> _Task statement_
The answer must be every line of the records below that holds the word "Middle".

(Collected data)
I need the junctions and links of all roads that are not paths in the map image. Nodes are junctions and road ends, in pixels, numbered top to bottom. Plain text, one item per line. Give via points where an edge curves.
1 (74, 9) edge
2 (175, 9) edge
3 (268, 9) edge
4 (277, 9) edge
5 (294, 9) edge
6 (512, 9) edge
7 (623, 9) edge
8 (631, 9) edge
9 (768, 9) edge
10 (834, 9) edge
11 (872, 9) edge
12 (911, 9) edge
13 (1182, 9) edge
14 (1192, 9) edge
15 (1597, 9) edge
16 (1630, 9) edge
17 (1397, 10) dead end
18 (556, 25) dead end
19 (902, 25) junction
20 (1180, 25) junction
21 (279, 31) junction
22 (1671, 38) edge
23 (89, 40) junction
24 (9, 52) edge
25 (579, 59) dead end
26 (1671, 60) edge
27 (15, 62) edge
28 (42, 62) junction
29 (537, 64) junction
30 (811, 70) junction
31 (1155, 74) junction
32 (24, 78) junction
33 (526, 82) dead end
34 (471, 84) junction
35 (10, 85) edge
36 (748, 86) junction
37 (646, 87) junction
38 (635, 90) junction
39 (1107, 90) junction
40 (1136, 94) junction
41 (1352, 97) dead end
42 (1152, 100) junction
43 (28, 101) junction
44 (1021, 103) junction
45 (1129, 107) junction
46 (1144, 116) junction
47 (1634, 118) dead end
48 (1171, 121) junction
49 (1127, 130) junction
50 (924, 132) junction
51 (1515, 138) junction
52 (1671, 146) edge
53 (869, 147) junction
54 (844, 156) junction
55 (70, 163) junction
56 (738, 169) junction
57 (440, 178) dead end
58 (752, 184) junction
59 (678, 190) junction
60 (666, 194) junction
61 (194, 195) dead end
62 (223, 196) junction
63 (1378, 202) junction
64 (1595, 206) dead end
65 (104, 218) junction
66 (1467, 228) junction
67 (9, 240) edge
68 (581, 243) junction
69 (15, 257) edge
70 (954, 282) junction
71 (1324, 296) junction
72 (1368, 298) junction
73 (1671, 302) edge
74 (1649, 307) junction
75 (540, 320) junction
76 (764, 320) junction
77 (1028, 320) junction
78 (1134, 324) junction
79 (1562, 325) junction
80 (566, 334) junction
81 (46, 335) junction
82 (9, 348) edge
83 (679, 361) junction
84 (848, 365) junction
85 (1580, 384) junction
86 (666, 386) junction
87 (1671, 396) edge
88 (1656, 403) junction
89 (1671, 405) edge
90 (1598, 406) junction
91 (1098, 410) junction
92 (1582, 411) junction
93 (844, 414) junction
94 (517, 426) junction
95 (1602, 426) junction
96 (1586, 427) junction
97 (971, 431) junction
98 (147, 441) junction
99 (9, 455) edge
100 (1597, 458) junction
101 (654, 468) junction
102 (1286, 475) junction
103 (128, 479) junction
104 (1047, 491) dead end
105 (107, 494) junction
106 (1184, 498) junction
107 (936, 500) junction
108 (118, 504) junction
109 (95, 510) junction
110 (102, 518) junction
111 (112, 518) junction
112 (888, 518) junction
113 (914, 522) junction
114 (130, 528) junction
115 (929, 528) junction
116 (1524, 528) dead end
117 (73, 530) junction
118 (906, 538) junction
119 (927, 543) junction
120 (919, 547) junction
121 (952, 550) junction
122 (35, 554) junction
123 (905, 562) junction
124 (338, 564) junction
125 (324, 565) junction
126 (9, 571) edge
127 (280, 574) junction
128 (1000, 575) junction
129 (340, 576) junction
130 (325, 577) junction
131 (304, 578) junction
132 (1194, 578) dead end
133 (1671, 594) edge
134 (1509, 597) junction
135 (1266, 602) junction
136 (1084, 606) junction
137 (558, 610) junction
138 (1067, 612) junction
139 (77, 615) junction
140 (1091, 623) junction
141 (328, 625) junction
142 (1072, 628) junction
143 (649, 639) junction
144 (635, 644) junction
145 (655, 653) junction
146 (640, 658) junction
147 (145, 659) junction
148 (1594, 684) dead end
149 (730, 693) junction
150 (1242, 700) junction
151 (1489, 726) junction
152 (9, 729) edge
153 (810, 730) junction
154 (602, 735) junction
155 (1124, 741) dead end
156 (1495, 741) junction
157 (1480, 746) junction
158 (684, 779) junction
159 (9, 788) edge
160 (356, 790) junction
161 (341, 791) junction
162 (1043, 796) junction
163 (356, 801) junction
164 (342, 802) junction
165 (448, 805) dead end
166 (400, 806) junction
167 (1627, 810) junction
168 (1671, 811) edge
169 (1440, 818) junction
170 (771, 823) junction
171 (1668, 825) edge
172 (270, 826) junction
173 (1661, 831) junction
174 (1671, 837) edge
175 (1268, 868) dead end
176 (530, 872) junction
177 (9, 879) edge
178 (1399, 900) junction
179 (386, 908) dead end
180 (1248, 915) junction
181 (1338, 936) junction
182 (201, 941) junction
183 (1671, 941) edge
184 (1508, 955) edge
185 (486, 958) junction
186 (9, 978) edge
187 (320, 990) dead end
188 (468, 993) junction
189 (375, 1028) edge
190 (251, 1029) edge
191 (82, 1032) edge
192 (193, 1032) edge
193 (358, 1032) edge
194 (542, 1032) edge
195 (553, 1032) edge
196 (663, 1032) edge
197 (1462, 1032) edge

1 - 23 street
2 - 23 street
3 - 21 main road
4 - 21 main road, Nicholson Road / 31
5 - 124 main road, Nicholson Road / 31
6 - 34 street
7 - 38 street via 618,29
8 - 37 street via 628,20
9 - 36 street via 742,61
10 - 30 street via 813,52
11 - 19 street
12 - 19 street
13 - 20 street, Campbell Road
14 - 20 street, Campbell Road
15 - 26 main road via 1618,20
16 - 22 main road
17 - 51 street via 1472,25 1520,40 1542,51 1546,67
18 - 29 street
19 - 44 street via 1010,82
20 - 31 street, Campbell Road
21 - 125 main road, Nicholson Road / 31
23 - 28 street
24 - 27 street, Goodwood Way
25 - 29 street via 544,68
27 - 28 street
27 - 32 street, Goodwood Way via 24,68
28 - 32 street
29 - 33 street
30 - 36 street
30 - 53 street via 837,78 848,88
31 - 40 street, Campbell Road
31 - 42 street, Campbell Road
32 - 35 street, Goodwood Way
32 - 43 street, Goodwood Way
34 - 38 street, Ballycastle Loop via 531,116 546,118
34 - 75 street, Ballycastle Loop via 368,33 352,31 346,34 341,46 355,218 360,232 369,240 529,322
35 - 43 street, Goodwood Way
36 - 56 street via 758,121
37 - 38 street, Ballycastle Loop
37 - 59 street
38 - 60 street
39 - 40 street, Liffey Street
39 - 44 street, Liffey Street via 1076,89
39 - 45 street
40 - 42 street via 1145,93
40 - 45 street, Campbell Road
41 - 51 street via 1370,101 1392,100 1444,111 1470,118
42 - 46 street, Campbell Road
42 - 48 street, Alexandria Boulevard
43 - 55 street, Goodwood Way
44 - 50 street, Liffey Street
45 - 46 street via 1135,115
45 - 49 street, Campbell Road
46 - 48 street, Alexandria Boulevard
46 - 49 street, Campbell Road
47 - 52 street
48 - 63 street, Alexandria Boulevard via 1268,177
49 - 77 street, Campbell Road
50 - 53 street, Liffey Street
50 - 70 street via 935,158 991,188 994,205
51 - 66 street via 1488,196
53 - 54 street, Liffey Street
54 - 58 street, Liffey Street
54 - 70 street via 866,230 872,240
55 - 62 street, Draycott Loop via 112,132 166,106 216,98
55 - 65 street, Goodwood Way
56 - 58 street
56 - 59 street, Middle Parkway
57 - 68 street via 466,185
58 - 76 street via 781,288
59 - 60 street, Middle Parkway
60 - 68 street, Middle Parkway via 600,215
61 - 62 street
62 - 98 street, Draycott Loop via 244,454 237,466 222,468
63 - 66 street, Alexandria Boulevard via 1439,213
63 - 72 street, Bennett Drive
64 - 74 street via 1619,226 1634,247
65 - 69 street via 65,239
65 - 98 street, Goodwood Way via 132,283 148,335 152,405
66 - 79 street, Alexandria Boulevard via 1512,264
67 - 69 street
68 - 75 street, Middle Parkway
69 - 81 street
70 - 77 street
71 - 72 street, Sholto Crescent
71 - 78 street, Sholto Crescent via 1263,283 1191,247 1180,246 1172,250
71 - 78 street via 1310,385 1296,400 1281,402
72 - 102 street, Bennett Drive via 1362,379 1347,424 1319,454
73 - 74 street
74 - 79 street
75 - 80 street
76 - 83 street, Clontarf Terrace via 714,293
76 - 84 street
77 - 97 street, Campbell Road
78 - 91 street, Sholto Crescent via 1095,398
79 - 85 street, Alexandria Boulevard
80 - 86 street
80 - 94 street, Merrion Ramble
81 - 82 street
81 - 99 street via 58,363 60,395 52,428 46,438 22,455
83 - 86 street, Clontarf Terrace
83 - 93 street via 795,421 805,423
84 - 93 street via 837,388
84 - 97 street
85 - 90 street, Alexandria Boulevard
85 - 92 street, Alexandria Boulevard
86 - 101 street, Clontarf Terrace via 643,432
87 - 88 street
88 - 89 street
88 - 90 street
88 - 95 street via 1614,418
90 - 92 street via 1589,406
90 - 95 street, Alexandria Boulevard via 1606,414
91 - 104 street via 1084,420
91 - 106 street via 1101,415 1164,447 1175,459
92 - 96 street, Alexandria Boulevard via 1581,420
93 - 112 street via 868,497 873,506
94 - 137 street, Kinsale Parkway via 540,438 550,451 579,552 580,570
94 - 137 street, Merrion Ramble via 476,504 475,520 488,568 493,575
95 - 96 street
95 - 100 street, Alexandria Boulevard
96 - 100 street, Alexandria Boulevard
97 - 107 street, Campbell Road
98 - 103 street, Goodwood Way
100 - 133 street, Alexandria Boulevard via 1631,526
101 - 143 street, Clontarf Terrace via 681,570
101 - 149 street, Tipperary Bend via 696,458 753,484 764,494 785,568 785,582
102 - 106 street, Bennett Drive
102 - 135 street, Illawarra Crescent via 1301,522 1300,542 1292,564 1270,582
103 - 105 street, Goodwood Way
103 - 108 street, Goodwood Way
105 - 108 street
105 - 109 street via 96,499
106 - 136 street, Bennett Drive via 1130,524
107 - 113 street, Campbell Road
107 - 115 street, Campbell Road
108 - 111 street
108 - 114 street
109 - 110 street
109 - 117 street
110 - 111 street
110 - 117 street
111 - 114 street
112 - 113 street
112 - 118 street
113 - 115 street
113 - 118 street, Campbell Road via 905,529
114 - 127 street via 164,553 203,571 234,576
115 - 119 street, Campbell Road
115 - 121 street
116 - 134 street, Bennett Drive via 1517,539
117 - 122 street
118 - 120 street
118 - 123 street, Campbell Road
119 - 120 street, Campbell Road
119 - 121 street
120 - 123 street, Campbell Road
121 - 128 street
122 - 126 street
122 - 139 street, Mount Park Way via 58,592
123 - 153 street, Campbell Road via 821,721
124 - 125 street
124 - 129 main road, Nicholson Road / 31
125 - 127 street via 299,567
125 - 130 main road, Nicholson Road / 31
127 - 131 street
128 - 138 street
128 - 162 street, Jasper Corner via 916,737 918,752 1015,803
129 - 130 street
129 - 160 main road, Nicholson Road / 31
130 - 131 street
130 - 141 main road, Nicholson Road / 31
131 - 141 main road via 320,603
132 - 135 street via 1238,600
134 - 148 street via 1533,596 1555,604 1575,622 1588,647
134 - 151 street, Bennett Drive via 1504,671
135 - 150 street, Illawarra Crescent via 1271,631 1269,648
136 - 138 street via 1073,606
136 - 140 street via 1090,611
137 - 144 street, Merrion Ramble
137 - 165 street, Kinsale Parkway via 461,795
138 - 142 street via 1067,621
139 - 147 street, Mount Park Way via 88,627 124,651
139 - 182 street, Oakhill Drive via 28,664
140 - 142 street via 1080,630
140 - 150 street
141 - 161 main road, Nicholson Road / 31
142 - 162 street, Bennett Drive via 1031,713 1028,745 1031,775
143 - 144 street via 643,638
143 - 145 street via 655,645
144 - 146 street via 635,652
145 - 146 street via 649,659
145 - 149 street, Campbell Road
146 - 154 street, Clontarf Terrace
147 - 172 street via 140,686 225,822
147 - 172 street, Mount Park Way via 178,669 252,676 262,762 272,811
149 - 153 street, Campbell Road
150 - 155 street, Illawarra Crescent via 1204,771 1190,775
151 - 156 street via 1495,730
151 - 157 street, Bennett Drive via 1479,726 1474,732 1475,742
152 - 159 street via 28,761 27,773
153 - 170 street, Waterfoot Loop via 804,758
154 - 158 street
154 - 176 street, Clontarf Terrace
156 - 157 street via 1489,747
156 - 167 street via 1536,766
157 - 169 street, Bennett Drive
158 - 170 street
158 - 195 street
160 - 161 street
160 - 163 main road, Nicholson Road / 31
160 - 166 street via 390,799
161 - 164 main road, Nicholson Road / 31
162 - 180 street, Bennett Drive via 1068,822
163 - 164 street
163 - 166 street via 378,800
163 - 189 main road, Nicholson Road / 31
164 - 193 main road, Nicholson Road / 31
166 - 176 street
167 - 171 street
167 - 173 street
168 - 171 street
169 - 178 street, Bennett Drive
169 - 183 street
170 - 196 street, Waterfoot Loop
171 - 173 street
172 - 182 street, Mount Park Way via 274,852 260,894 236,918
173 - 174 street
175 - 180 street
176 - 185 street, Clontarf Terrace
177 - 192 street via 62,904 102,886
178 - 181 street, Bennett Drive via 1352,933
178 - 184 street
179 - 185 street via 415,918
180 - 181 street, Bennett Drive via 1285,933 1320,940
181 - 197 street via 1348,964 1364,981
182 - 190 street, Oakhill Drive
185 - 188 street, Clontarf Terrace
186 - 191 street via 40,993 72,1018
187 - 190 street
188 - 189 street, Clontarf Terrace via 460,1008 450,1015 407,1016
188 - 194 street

> _Answer to the problem_
56 - 59 street, Middle Parkway
59 - 60 street, Middle Parkway
60 - 68 street, Middle Parkway via 600,215
68 - 75 street, Middle Parkway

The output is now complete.